The Kaleidoscopic Discovery Engine
Clifford Pickover
Writer; associate editor, Computers and Graphics; editorial board, Odyssey, Leonardo, and YLEM; author, The Math Book: From Pythagoras to the 57th Dimension
The famous Canadian physician William Osler once wrote, “In science the credit goes to the man who convinced the world, not to the man to whom the idea first occurs.” When we examine discoveries in science and mathematics, in hindsight we often find that if one scientist did not make a particular discovery, some other individual would have done so within a few months or years of the discovery. Most scientists, as Newton said, stood on the shoulders of giants to see the world just a bit farther along the horizon. Often, several people create essentially the same device or discover the same scientific law at about the same time, but for various reasons, including sheer luck, history sometimes remembers only one of them.
In 1858, the German mathematician August Möbius independently discovered the Möbius strip simultaneously with another G
erman mathematician, Johann Benedict Listing. Isaac Newton and Gottfried Wilhelm Leibniz independently developed calculus at roughly the same time. British naturalists Charles Darwin and Alfred Russel Wallace both developed the theory of evolution by natural selection independently and simultaneously. Similarly, Hungarian mathematician János Bolyai and Russian mathematician Nikolai Lobachevsky seem to have developed hyperbolic geometry independently and at the same time.
The history of materials science is replete with simultaneous discoveries. For example, in 1886, the electrolytic process for refining aluminum using the mineral cryolite was discovered simultaneously and independently by American Charles Martin Hall and Frenchman Paul Héroult. Their inexpensive method for isolating pure aluminum from compounds had an enormous effect on industry. The time was “ripe” for such discoveries, given humanity’s accumulated knowledge at the time the discoveries were made. On the other hand, mystics have suggested that a deeper meaning adheres to such coincidences. Austrian biologist Paul Kammerer wrote, “We thus arrive at the image of a world-mosaic or cosmic kaleidoscope, which, in spite of constant shufflings and rearrangements, also takes care of bringing like and like together.” He compared events in our world to the tops of ocean waves that seem isolated and unrelated. According to his controversial theory, we notice the tops of the waves, but beneath the surface there may be some kind of synchronistic mechanism that mysteriously connects events in our world and causes them to cluster.

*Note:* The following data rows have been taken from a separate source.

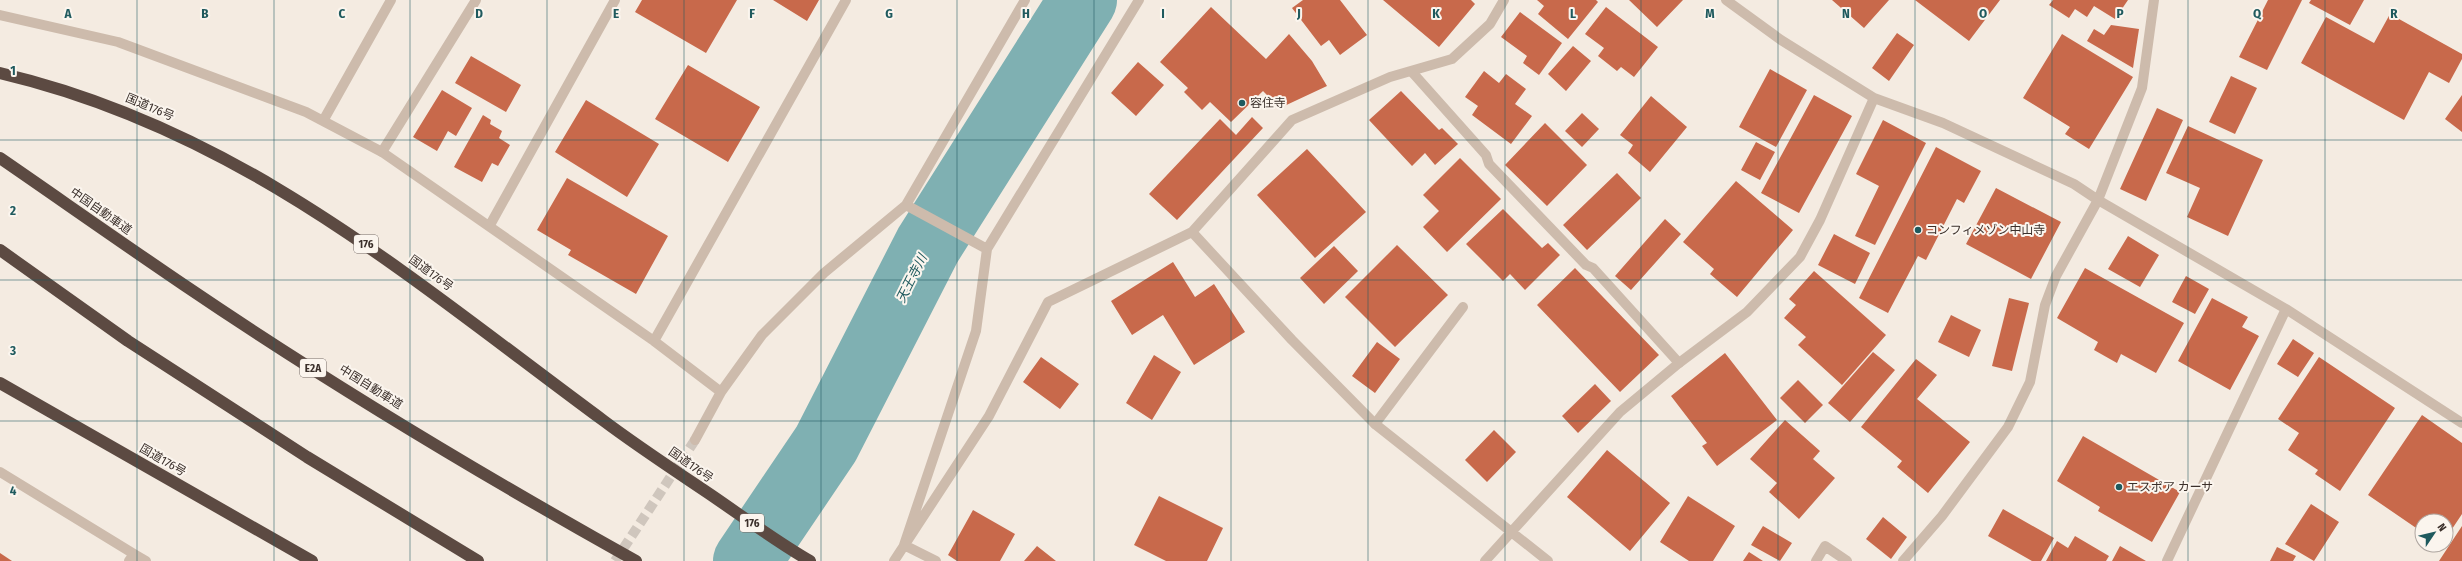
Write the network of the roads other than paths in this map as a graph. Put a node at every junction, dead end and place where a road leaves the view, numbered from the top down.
1 (391, 0) edge
2 (476, 0) edge
3 (615, 0) edge
4 (846, 0) edge
5 (1025, 0) edge
6 (1139, 0) edge
7 (1504, 0) edge
8 (2154, 0) edge
9 (1728, 1) edge
10 (0, 15) edge
11 (1412, 72) junction
12 (0, 73) edge
13 (1874, 98) junction
14 (323, 121) junction
15 (382, 152) junction
16 (0, 158) edge
17 (2098, 200) junction
18 (906, 205) junction
19 (490, 225) junction
20 (1192, 232) junction
21 (987, 249) junction
22 (0, 250) edge
23 (1463, 307) dead end
24 (2286, 309) junction
25 (654, 341) junction
26 (1679, 363) junction
27 (0, 383) edge
28 (721, 392) junction
29 (2462, 423) edge
30 (1375, 424) junction
31 (695, 440) tunnel mouth
32 (0, 472) edge
33 (1511, 534) junction
34 (904, 545) junction
35 (132, 557) edge
36 (146, 561) edge
37 (312, 561) edge
38 (478, 561) edge
39 (636, 561) edge
40 (810, 561) edge
41 (894, 561) edge
42 (936, 561) edge
43 (1485, 561) edge
44 (1548, 561) edge
45 (1816, 561) edge
46 (1847, 561) edge
47 (1903, 561) edge
48 (2167, 561) edge

1 - 14 street
2 - 15 street
3 - 19 street
4 - 25 street
5 - 18 street
6 - 21 street
7 - 11 street
8 - 17 street
9 - 13 street
10 - 14 street
11 - 20 street
11 - 26 street
12 - 40 highway, 国道176号 / 176
13 - 17 street
13 - 26 street
14 - 15 street
15 - 19 street
16 - 39 highway, 中国自動車道 / E2A, bridge
17 - 24 street
17 - 47 street
18 - 21 street
18 - 28 street
19 - 25 street
20 - 30 street
20 - 34 street
21 - 34 street
22 - 38 highway
23 - 30 street
24 - 29 street
24 - 48 street
25 - 28 street
26 - 33 street
27 - 37 highway, 国道176号
28 - 31 street
30 - 33 street
32 - 35 street
33 - 43 street
33 - 44 street
34 - 41 street
34 - 42 street
35 - 36 street
45 - 46 street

We are reluctant to believe that great discoveries are part of a discovery kaleidoscope and are mirrored in numerous individuals at once. However, as further examples, there were several independent discoveries of sunspots in 1611, even though Galileo gets most of the credit today. Alexander Graham Bell and Elisha Gray filed their own patents on telephone technologies on the same day. As the sociologist of science Robert Merton has remarked, “The genius is not a unique source of insight; he is merely an efficient source of insight.”